(Problem) All lines containing the string "with" must be copied from the entries.

╭─ Provided material

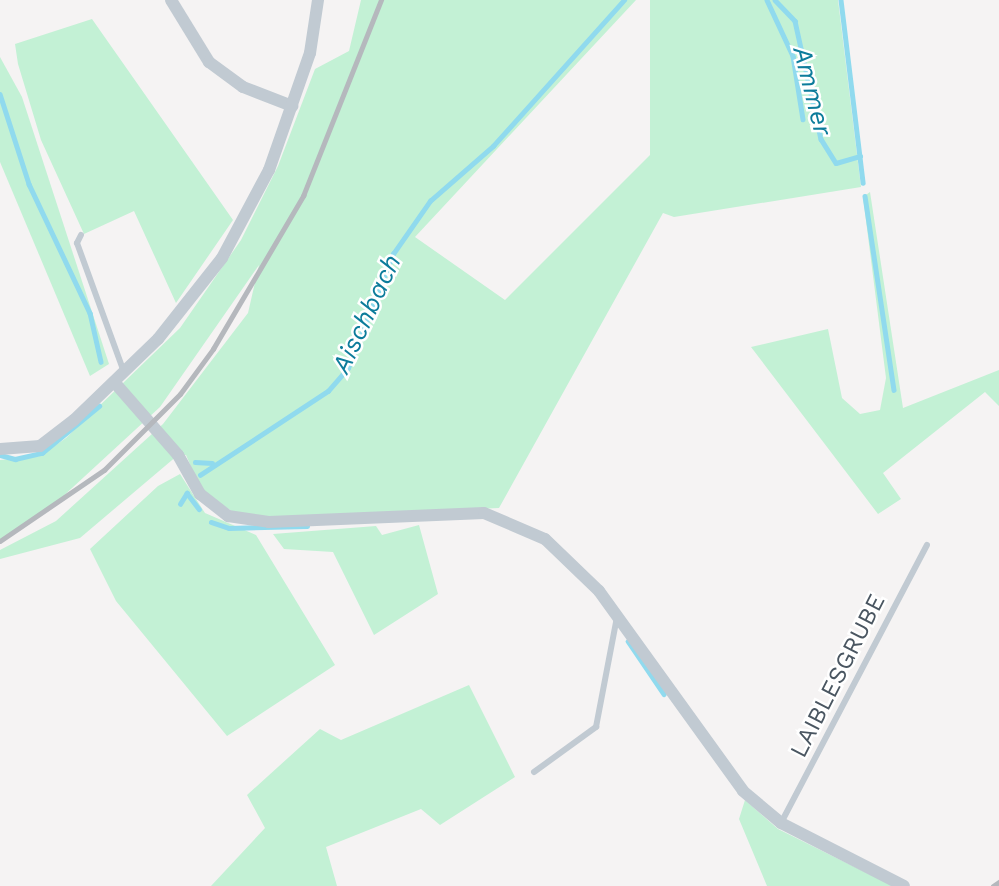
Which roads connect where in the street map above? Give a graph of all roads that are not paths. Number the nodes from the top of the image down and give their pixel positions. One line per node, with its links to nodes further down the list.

╰─
╭─ Provided material

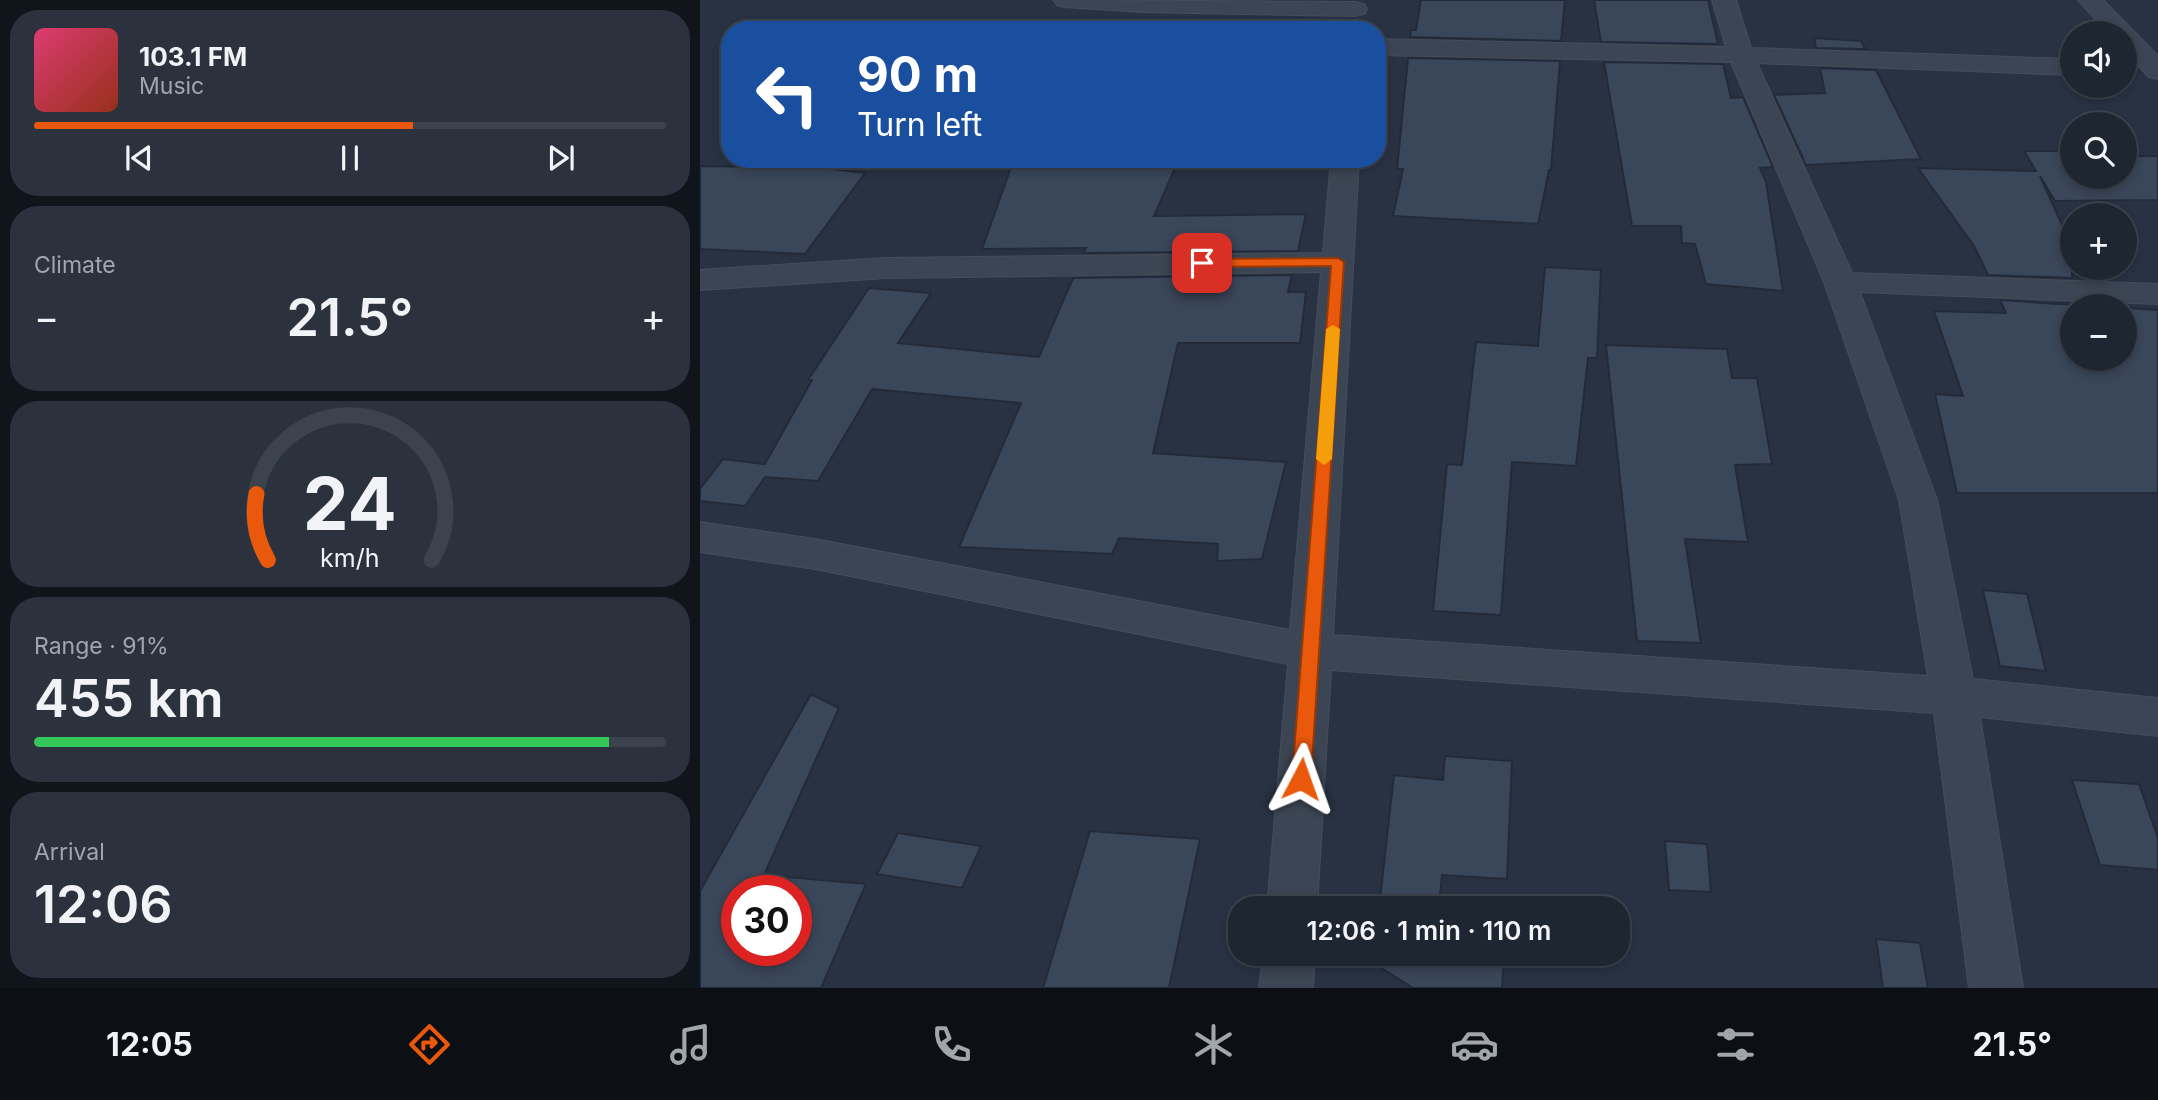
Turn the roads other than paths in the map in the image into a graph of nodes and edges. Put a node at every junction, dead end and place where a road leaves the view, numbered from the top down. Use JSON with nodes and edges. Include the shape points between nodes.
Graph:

╰─

(Solution below)
Which roads connect where in the street map above? Give a graph of all roads that are not paths. Number the nodes from the top of the image down and give their pixel positions. One line per node, with its links to nodes further down the list.
Turn the roads other than paths in the map in the image into a graph of nodes and edges. Put a node at every junction, dead end and place where a road leaves the view, numbered from the top down. Use JSON with nodes and edges. Include the shape points between nodes.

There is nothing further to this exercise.